Der Schweizer Sport hat ein Führungsproblem: Gewinnen Ja, entscheiden Nein.
Ditaji Kambundji sprintet zu WM-Gold, Camille Rast begeistert die Ski-Schweiz, Marlen Reusser fährt im Radsport von Sieg zu Sieg. Schweizer Athletinnen liefern historische Erfolge. Doch sobald es vom Spielfeld in die Führungsgremien geht, stehen Frauen im Abseits. Dort, wo Budgets verteilt und die Weichen für die Zukunft gestellt werden, bleiben die Männer meist unter sich. Um dieses Muster aufzubrechen, lancieren alliance F, sporti(f) und Swiss Olympic die nationale Kampagne #TakeTheSeat.

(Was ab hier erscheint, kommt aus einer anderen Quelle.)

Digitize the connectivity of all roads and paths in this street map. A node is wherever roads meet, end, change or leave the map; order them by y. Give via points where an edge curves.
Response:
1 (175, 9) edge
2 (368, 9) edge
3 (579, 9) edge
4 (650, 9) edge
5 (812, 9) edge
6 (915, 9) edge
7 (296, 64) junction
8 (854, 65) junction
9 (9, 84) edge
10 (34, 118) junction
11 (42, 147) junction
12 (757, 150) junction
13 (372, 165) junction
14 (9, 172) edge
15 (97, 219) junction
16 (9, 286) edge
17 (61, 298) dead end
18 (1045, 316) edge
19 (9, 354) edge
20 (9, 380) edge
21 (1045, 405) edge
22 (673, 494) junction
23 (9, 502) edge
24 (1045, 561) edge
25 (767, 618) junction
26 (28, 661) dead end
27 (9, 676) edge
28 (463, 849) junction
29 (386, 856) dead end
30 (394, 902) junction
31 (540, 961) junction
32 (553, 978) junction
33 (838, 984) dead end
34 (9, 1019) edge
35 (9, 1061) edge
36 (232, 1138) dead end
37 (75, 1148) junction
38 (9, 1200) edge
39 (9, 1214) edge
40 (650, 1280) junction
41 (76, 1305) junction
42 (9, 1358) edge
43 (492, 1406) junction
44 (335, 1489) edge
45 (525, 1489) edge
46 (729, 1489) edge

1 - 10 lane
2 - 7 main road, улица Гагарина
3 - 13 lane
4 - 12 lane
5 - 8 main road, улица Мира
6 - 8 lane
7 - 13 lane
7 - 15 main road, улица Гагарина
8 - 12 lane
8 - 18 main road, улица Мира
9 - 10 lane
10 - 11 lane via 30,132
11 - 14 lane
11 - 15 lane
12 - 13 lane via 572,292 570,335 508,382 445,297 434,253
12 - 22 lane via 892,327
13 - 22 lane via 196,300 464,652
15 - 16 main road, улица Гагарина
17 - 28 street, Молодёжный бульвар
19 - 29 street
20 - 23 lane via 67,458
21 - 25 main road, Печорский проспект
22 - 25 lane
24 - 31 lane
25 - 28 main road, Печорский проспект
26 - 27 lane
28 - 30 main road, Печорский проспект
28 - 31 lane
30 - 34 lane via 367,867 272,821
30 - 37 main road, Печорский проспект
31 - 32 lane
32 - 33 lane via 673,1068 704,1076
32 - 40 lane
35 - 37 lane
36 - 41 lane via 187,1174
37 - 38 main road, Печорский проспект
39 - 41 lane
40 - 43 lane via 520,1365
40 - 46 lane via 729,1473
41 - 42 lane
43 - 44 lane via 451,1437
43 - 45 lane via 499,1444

«Schweizer Athletinnen brillieren in Wettkämpfen, füllen Stadien und begeistern die Nation. Nur in einer Sport-Disziplin sind Frauen noch deutlich untervertreten: in den Führungsgremien. #TakeTheSeat will das ändern – für einen vielfältigen und erfolgreichen Schweizer Sport», sagt Kathrin Bertschy, Co-Präsidentin von alliance F.

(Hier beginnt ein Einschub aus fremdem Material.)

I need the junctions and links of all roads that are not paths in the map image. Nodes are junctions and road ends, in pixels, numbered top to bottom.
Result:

Mit einer symbolischen Handgeste fordern namhafte Aushängeschilder wie Fussball-Nati-Captain Lia Wälti und Radstar Marlen Reusser, dass die Führungsetagen der Schweizer Sportvereine und -verbände vielfältiger werden.
Volle Rückendeckung kommt von ganz oben: Auch Ruth Metzler-Arnold, Präsidentin von Swiss Olympic, und Sandra Felix, Direktorin des Bundesamts für Sport BASPO, unterstützen die Kampagne. «Ich unterstütze die Kampagne, weil sie in die richtige Richtung zielt: Wir brauchen mehr Frauen dort, wo im Sport Entscheide fallen», sagt Sandra Felix.

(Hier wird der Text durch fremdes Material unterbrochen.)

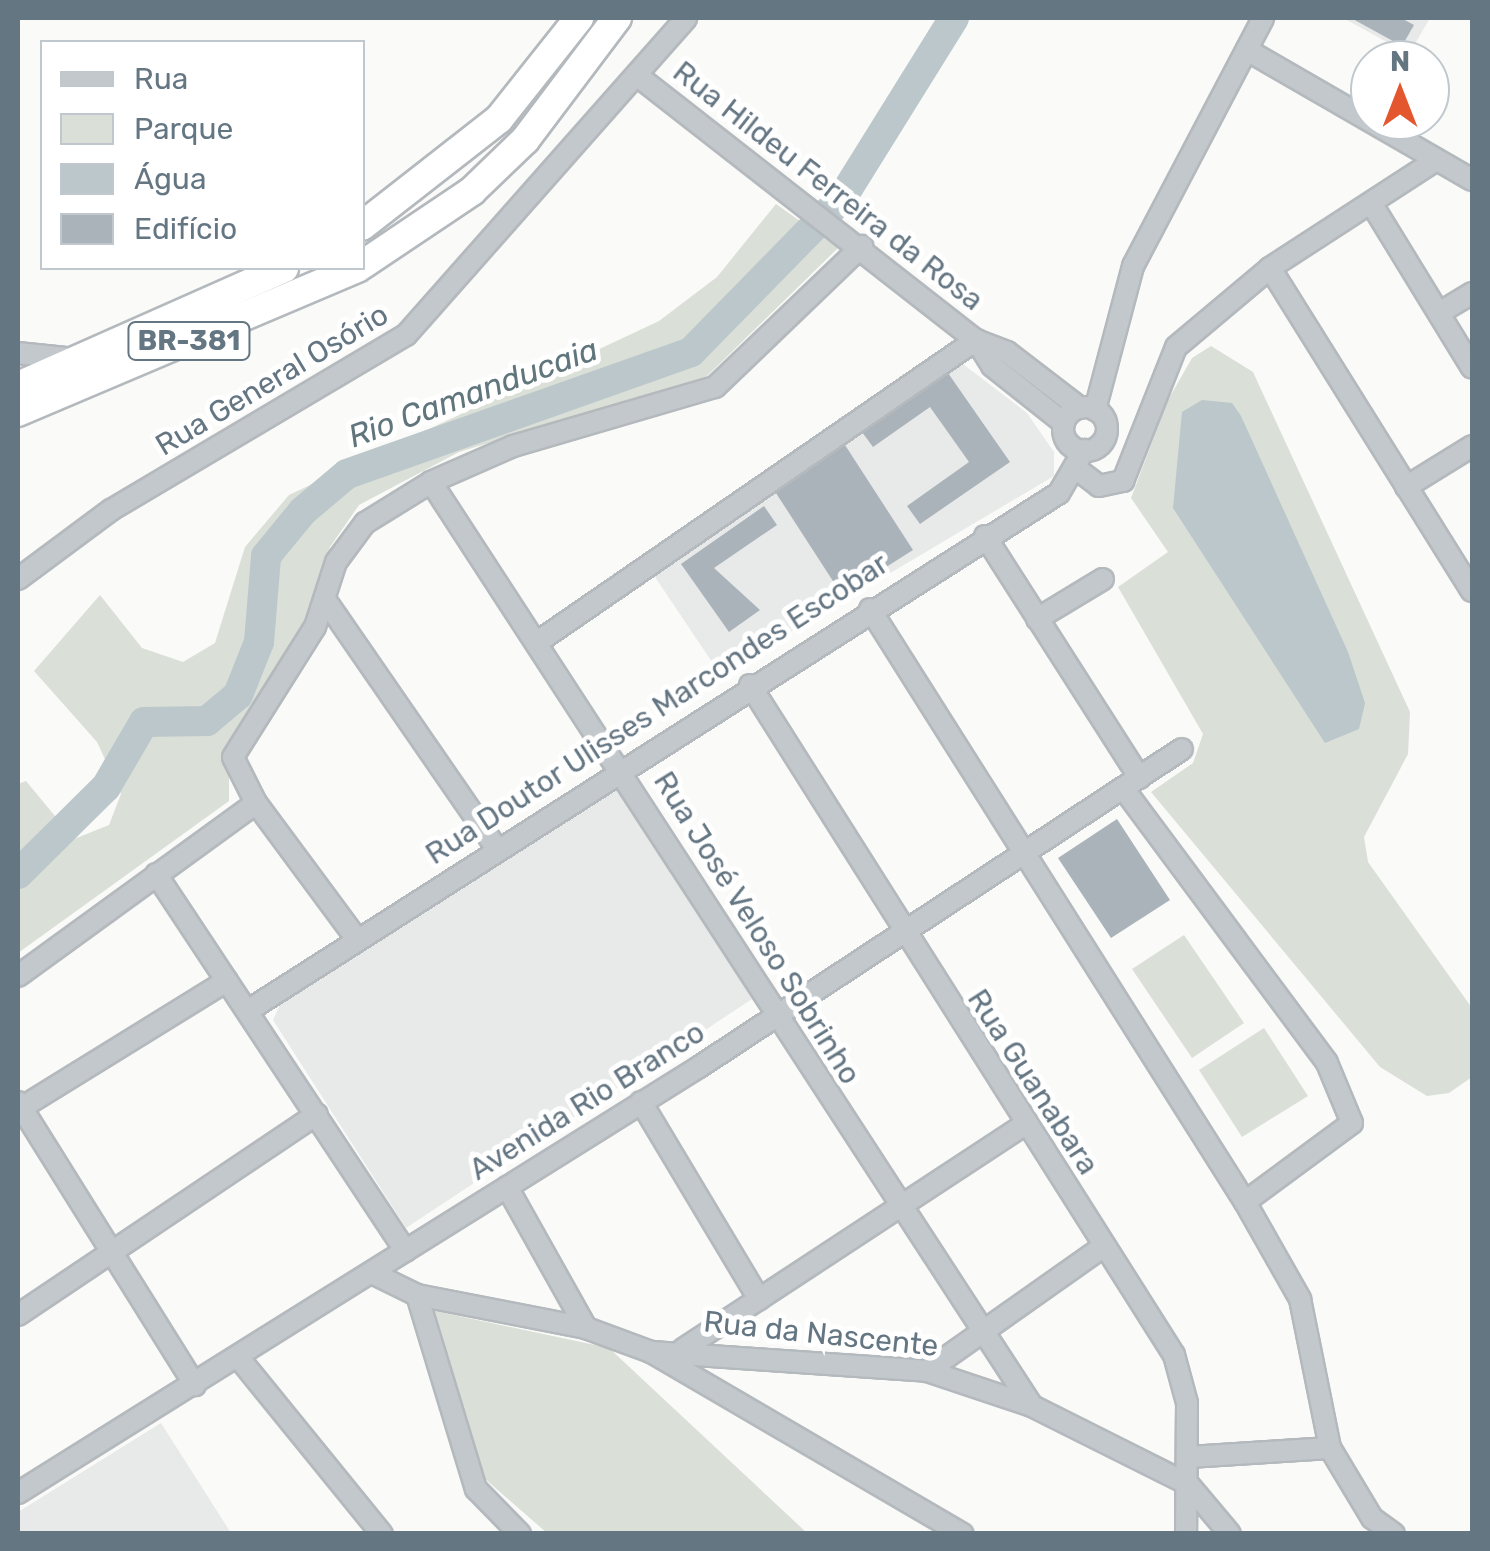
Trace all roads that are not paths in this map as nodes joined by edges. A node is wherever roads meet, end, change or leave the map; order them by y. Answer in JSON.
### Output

Die Zahlen sprechen eine deutliche Sprache
Eine Analyse von 92 Schweizer Sportverbänden zeigt, dass Frauen in den Führungsgremien weiterhin deutlich untervertreten sind. Nur 29 Prozent der Vorstandsmitglieder sind Frauen. Lediglich 14 Prozent der Verbände werden von einer Frau präsidiert – und nur 10 Prozent der Sportverbände mit Geschäftsstelle werden von einem CEO geführt. Mehrere Verbände verfügen über keinen einzigen weiblichen Vorstand.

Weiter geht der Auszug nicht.